What kind of relationships are required? 

When querying your data, what kind of relationships are required? In my opinion, this is one of the factors that differentiates the database types listed above the most; not SQL vs NOSQL. This question will largely depend on your application’s intended behaviour, and the architecture that it is constructed under.

There is no one-size-fits-all database for this, and nor should anyone be under the illusion that using a single database type is the only way to go; separate services may require completely different databases. When first deciding what database you wish to use, model your data — define entities and relationships and it will likely become clear which database is most suitable for you. It’s also pertinent to mention that having relationships is not a necessity, if you can structure your data in such a way that avoids these relationships it can benefit your application’s performance; relationships always have a cost.

 

Requirements - are they well known?

This question is quite broad and can mean a plethora of prerequisites, from functional to non-functional. There are countless possible requirements beyond application behaviour; are you locked into a cloud provider? Do you need a fully managed service? How important is security? All of these things would not be considered primary requirements that were in the previous sections, however they all play a large role within the dynamics of selection of a database.

When you consider options outside of your hosting ecosystem, you open yourself up to spending far more time than initially budgeted for, managing these solutions — security updates, failovers and back ups. These of course all play second fiddle to the primary requirements of a database and the capabilities they give you, however it is imperative to consider these factors to avoid headaches further down the road.

 

Conclusions: How did we navigate this wonderland?

These considerations, along with the desire in agile development to move fast and iterate quickly, mean that spending the time early in the development process will pay dividends – migrations at a later stage are costly and ideally avoided. This decision will not only impact the performance of your application, but also the development process.
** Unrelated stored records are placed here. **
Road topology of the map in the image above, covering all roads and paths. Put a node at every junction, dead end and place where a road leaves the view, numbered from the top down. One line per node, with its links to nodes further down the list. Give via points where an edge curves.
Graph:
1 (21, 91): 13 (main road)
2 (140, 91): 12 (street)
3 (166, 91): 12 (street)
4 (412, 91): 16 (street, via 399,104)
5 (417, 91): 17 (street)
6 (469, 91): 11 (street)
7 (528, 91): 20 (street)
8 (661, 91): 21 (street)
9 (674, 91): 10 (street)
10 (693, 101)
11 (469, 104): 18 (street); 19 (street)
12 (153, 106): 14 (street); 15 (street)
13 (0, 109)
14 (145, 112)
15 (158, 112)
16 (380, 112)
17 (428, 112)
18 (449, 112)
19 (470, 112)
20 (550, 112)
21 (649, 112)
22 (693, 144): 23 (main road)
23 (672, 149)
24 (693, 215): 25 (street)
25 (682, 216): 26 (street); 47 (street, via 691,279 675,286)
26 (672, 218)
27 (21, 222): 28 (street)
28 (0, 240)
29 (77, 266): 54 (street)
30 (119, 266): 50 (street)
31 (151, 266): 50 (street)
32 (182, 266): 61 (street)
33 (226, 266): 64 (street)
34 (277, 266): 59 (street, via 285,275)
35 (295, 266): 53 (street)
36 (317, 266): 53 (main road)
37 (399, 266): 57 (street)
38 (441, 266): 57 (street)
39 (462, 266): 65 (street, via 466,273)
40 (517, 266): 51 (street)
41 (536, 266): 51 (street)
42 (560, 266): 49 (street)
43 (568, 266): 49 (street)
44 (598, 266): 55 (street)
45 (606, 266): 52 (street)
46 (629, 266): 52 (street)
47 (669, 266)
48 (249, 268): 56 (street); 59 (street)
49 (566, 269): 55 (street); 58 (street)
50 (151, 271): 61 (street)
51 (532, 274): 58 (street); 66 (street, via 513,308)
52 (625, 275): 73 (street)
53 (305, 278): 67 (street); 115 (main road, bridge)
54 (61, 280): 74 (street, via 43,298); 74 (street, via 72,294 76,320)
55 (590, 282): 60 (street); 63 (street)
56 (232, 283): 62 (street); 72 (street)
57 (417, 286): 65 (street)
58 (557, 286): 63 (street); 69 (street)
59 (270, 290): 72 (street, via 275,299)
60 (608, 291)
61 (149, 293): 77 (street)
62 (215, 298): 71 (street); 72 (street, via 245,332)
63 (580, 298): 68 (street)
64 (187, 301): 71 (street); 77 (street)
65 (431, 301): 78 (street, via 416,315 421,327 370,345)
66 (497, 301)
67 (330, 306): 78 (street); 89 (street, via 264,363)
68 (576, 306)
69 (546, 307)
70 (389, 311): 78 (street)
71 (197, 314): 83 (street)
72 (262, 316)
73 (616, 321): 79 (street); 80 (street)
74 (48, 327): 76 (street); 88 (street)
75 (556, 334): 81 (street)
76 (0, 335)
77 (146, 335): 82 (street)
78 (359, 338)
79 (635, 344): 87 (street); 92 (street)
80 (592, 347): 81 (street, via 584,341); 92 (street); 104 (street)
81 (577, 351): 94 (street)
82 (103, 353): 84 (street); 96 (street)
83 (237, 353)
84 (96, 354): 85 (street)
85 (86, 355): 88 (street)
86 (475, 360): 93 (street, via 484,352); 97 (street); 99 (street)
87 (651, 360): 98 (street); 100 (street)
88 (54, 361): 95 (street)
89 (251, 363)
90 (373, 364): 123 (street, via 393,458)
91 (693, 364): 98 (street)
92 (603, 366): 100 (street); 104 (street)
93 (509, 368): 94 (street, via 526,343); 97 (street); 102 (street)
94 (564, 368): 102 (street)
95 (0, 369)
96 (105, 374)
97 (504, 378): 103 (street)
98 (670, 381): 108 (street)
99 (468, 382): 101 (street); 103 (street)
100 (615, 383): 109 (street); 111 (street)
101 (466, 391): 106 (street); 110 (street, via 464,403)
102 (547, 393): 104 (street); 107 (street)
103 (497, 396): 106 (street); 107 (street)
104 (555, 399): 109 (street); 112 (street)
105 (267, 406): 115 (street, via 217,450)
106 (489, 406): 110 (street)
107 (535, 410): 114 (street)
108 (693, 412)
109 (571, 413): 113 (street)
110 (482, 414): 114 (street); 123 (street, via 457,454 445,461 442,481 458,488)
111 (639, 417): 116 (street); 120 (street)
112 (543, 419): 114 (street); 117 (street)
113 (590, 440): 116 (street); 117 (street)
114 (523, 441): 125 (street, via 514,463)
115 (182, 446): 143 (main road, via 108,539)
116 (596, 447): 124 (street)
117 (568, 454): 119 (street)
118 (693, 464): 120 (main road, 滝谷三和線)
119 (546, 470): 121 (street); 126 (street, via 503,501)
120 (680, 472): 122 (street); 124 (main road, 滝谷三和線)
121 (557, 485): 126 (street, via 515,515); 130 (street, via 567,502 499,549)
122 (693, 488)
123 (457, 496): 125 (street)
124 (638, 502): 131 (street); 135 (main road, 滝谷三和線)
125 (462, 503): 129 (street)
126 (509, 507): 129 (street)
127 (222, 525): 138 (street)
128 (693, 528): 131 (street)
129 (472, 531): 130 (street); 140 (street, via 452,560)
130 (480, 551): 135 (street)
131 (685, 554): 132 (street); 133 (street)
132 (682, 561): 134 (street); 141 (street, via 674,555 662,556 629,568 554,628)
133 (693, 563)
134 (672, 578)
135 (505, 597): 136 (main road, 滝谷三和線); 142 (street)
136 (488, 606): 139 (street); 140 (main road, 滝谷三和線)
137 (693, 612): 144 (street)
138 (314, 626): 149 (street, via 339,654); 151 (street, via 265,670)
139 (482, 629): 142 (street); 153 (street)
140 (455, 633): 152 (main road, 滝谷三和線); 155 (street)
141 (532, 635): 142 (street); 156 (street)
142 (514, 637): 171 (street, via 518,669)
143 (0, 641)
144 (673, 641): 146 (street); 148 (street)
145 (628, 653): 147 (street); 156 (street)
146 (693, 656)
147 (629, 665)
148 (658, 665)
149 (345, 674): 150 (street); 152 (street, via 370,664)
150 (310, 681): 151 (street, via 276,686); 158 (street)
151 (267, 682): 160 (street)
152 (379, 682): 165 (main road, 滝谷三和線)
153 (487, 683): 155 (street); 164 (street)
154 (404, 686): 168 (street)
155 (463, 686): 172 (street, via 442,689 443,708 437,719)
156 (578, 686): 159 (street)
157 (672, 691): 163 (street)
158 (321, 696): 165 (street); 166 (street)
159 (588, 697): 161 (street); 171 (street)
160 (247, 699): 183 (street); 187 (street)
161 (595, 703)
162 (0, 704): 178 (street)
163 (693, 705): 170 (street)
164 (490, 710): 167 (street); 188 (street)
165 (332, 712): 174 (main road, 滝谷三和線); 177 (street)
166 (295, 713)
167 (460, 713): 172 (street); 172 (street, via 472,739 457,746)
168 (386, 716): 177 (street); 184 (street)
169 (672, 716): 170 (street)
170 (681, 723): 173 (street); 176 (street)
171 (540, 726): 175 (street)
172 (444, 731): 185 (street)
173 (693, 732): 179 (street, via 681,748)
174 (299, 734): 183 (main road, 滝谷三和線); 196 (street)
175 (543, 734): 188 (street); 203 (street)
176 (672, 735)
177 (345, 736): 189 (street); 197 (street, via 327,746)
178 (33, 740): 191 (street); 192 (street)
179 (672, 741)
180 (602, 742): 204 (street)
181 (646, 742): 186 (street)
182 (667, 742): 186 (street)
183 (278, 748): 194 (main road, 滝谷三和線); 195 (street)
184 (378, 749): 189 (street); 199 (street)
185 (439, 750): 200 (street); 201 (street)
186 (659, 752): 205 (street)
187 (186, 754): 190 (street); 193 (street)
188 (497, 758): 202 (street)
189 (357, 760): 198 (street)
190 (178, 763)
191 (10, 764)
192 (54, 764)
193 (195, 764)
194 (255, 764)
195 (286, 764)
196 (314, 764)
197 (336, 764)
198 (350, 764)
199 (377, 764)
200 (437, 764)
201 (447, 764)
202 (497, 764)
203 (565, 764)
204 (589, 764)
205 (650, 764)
The factors listed above are not the only ones to consider, they are the factors I believe to be frequently overlooked. I thoroughly recommend spending a large amount of time reviewing and testing as many options as possible to understand the fundamental differences between each of the choices available.

After going through this process ourselves, it was between a key/value and document hybrid database and a document database. We narrowed it down to being between DynamoDB and DocumentDB — a MongoDB fork by AWS.

Firstly, at Runa, our current infrastructure is all on AWS; we want a managed service that performs security updates, backups, and scaling. Both of these support strongly consistent reads, which is what we’ll need as part of this feature.

Finally, the schema flexibility is perfect for our requirements; we’ll be storing varying metadata from third-party providers, and the desire to have a good developer experience is high up on our list; not having to write schema migrations definitely helps achieve this. We’re going to spend some time experimenting with the two, and I’ll be sure to update this post when we reach a conclusion.

Check back soon to see which of the two options we went for!

 

Update

We went with DynamoDB for our choice of database.  Whilst the schema flexibility certainly enabled us to move quickly, we did not account for all of the access patterns - access pattern flexibility is certainly the key weakness of DynamoDB. This required some careful tweaks to indexes, which cost us some time. In hindsight we should have planned for more access patterns. It’s always important to invest this time up front, however remaining flexible when curveballs come your way is vital.